**TASK DATA**

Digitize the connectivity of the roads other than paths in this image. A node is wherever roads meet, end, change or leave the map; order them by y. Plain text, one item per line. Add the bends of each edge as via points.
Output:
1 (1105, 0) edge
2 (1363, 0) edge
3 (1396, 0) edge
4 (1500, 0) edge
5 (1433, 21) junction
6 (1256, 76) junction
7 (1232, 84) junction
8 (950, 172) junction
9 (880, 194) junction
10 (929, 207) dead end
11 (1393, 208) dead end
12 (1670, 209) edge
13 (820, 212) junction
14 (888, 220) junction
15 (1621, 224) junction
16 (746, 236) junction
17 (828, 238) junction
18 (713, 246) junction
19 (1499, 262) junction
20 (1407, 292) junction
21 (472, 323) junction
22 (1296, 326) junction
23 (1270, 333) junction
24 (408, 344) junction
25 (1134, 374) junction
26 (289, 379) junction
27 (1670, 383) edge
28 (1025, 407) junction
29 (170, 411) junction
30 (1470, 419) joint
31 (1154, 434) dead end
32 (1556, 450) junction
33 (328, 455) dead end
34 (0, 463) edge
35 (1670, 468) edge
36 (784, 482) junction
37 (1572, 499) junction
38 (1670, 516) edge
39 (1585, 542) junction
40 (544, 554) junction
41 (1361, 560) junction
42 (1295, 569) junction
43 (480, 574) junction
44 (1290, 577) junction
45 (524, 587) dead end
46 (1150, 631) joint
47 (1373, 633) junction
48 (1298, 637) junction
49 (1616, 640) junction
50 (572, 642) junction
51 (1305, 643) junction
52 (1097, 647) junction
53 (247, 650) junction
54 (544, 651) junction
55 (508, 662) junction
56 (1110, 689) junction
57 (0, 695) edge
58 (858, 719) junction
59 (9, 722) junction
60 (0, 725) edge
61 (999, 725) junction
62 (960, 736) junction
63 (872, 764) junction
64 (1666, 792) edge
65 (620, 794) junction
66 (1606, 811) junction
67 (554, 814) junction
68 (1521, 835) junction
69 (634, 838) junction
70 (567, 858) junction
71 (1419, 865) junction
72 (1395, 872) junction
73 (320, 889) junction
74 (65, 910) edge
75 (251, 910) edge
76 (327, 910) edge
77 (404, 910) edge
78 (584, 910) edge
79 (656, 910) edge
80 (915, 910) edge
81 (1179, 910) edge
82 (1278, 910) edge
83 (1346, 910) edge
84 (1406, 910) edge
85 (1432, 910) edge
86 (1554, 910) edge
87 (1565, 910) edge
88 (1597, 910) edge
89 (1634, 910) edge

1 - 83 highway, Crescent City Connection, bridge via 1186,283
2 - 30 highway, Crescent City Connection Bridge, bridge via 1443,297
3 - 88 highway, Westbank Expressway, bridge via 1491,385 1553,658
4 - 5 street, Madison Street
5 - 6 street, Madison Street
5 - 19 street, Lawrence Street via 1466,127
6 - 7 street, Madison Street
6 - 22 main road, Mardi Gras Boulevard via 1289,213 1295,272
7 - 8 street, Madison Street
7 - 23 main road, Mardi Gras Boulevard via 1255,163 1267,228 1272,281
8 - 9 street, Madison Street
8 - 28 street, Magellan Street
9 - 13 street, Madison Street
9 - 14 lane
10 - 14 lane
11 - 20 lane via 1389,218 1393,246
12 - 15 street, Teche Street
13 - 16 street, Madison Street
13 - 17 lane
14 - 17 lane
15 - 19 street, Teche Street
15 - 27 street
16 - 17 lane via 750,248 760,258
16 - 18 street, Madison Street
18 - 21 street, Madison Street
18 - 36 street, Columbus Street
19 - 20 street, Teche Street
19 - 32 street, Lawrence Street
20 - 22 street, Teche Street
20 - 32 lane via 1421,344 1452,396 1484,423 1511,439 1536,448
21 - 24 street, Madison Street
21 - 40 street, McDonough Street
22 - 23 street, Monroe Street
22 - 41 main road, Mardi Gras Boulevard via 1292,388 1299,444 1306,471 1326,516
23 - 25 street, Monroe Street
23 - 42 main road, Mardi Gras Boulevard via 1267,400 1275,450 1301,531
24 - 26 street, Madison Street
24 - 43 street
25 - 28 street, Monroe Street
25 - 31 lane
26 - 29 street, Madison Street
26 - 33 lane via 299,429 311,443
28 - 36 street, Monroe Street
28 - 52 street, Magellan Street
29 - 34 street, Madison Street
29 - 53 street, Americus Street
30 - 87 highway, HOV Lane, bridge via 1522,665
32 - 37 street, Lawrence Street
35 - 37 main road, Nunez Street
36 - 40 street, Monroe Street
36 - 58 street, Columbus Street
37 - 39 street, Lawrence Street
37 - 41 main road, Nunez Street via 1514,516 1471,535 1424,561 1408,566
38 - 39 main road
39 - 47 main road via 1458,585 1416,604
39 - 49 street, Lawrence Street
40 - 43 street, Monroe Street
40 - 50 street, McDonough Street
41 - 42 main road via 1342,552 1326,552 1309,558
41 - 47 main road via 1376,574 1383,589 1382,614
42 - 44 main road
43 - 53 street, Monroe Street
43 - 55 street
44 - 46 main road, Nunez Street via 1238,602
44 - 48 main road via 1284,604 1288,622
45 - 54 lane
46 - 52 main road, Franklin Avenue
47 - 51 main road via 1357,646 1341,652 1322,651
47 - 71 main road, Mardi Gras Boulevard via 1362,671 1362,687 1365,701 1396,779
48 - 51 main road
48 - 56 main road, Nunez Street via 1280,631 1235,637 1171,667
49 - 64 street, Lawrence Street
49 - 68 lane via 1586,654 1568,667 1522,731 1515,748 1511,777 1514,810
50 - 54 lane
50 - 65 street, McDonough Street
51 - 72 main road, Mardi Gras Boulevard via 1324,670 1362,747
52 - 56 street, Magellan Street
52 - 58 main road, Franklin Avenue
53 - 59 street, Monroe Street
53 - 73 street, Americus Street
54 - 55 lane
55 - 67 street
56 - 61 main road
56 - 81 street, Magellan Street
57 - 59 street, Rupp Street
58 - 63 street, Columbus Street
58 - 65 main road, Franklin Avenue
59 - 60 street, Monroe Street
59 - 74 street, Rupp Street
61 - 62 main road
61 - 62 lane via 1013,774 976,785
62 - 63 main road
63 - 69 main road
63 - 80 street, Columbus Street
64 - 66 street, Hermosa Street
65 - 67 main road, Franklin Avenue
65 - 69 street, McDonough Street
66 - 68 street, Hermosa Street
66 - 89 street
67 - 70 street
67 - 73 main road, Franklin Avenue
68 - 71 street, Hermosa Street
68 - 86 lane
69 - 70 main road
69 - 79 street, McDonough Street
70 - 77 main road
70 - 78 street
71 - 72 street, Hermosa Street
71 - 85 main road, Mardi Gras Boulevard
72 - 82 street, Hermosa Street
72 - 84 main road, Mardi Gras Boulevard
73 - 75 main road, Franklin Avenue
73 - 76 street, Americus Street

**INSTRUCTIONS FOR THE TASK**
Would you output the material above once more, exactly as given?

**YOUR SOLUTION**
Digitize the connectivity of the roads other than paths in this image. A node is wherever roads meet, end, change or leave the map; order them by y. Plain text, one item per line. Add the bends of each edge as via points.
Output:
1 (1105, 0) edge
2 (1363, 0) edge
3 (1396, 0) edge
4 (1500, 0) edge
5 (1433, 21) junction
6 (1256, 76) junction
7 (1232, 84) junction
8 (950, 172) junction
9 (880, 194) junction
10 (929, 207) dead end
11 (1393, 208) dead end
12 (1670, 209) edge
13 (820, 212) junction
14 (888, 220) junction
15 (1621, 224) junction
16 (746, 236) junction
17 (828, 238) junction
18 (713, 246) junction
19 (1499, 262) junction
20 (1407, 292) junction
21 (472, 323) junction
22 (1296, 326) junction
23 (1270, 333) junction
24 (408, 344) junction
25 (1134, 374) junction
26 (289, 379) junction
27 (1670, 383) edge
28 (1025, 407) junction
29 (170, 411) junction
30 (1470, 419) joint
31 (1154, 434) dead end
32 (1556, 450) junction
33 (328, 455) dead end
34 (0, 463) edge
35 (1670, 468) edge
36 (784, 482) junction
37 (1572, 499) junction
38 (1670, 516) edge
39 (1585, 542) junction
40 (544, 554) junction
41 (1361, 560) junction
42 (1295, 569) junction
43 (480, 574) junction
44 (1290, 577) junction
45 (524, 587) dead end
46 (1150, 631) joint
47 (1373, 633) junction
48 (1298, 637) junction
49 (1616, 640) junction
50 (572, 642) junction
51 (1305, 643) junction
52 (1097, 647) junction
53 (247, 650) junction
54 (544, 651) junction
55 (508, 662) junction
56 (1110, 689) junction
57 (0, 695) edge
58 (858, 719) junction
59 (9, 722) junction
60 (0, 725) edge
61 (999, 725) junction
62 (960, 736) junction
63 (872, 764) junction
64 (1666, 792) edge
65 (620, 794) junction
66 (1606, 811) junction
67 (554, 814) junction
68 (1521, 835) junction
69 (634, 838) junction
70 (567, 858) junction
71 (1419, 865) junction
72 (1395, 872) junction
73 (320, 889) junction
74 (65, 910) edge
75 (251, 910) edge
76 (327, 910) edge
77 (404, 910) edge
78 (584, 910) edge
79 (656, 910) edge
80 (915, 910) edge
81 (1179, 910) edge
82 (1278, 910) edge
83 (1346, 910) edge
84 (1406, 910) edge
85 (1432, 910) edge
86 (1554, 910) edge
87 (1565, 910) edge
88 (1597, 910) edge
89 (1634, 910) edge

1 - 83 highway, Crescent City Connection, bridge via 1186,283
2 - 30 highway, Crescent City Connection Bridge, bridge via 1443,297
3 - 88 highway, Westbank Expressway, bridge via 1491,385 1553,658
4 - 5 street, Madison Street
5 - 6 street, Madison Street
5 - 19 street, Lawrence Street via 1466,127
6 - 7 street, Madison Street
6 - 22 main road, Mardi Gras Boulevard via 1289,213 1295,272
7 - 8 street, Madison Street
7 - 23 main road, Mardi Gras Boulevard via 1255,163 1267,228 1272,281
8 - 9 street, Madison Street
8 - 28 street, Magellan Street
9 - 13 street, Madison Street
9 - 14 lane
10 - 14 lane
11 - 20 lane via 1389,218 1393,246
12 - 15 street, Teche Street
13 - 16 street, Madison Street
13 - 17 lane
14 - 17 lane
15 - 19 street, Teche Street
15 - 27 street
16 - 17 lane via 750,248 760,258
16 - 18 street, Madison Street
18 - 21 street, Madison Street
18 - 36 street, Columbus Street
19 - 20 street, Teche Street
19 - 32 street, Lawrence Street
20 - 22 street, Teche Street
20 - 32 lane via 1421,344 1452,396 1484,423 1511,439 1536,448
21 - 24 street, Madison Street
21 - 40 street, McDonough Street
22 - 23 street, Monroe Street
22 - 41 main road, Mardi Gras Boulevard via 1292,388 1299,444 1306,471 1326,516
23 - 25 street, Monroe Street
23 - 42 main road, Mardi Gras Boulevard via 1267,400 1275,450 1301,531
24 - 26 street, Madison Street
24 - 43 street
25 - 28 street, Monroe Street
25 - 31 lane
26 - 29 street, Madison Street
26 - 33 lane via 299,429 311,443
28 - 36 street, Monroe Street
28 - 52 street, Magellan Street
29 - 34 street, Madison Street
29 - 53 street, Americus Street
30 - 87 highway, HOV Lane, bridge via 1522,665
32 - 37 street, Lawrence Street
35 - 37 main road, Nunez Street
36 - 40 street, Monroe Street
36 - 58 street, Columbus Street
37 - 39 street, Lawrence Street
37 - 41 main road, Nunez Street via 1514,516 1471,535 1424,561 1408,566
38 - 39 main road
39 - 47 main road via 1458,585 1416,604
39 - 49 street, Lawrence Street
40 - 43 street, Monroe Street
40 - 50 street, McDonough Street
41 - 42 main road via 1342,552 1326,552 1309,558
41 - 47 main road via 1376,574 1383,589 1382,614
42 - 44 main road
43 - 53 street, Monroe Street
43 - 55 street
44 - 46 main road, Nunez Street via 1238,602
44 - 48 main road via 1284,604 1288,622
45 - 54 lane
46 - 52 main road, Franklin Avenue
47 - 51 main road via 1357,646 1341,652 1322,651
47 - 71 main road, Mardi Gras Boulevard via 1362,671 1362,687 1365,701 1396,779
48 - 51 main road
48 - 56 main road, Nunez Street via 1280,631 1235,637 1171,667
49 - 64 street, Lawrence Street
49 - 68 lane via 1586,654 1568,667 1522,731 1515,748 1511,777 1514,810
50 - 54 lane
50 - 65 street, McDonough Street
51 - 72 main road, Mardi Gras Boulevard via 1324,670 1362,747
52 - 56 street, Magellan Street
52 - 58 main road, Franklin Avenue
53 - 59 street, Monroe Street
53 - 73 street, Americus Street
54 - 55 lane
55 - 67 street
56 - 61 main road
56 - 81 street, Magellan Street
57 - 59 street, Rupp Street
58 - 63 street, Columbus Street
58 - 65 main road, Franklin Avenue
59 - 60 street, Monroe Street
59 - 74 street, Rupp Street
61 - 62 main road
61 - 62 lane via 1013,774 976,785
62 - 63 main road
63 - 69 main road
63 - 80 street, Columbus Street
64 - 66 street, Hermosa Street
65 - 67 main road, Franklin Avenue
65 - 69 street, McDonough Street
66 - 68 street, Hermosa Street
66 - 89 street
67 - 70 street
67 - 73 main road, Franklin Avenue
68 - 71 street, Hermosa Street
68 - 86 lane
69 - 70 main road
69 - 79 street, McDonough Street
70 - 77 main road
70 - 78 street
71 - 72 street, Hermosa Street
71 - 85 main road, Mardi Gras Boulevard
72 - 82 street, Hermosa Street
72 - 84 main road, Mardi Gras Boulevard
73 - 75 main road, Franklin Avenue
73 - 76 street, Americus Street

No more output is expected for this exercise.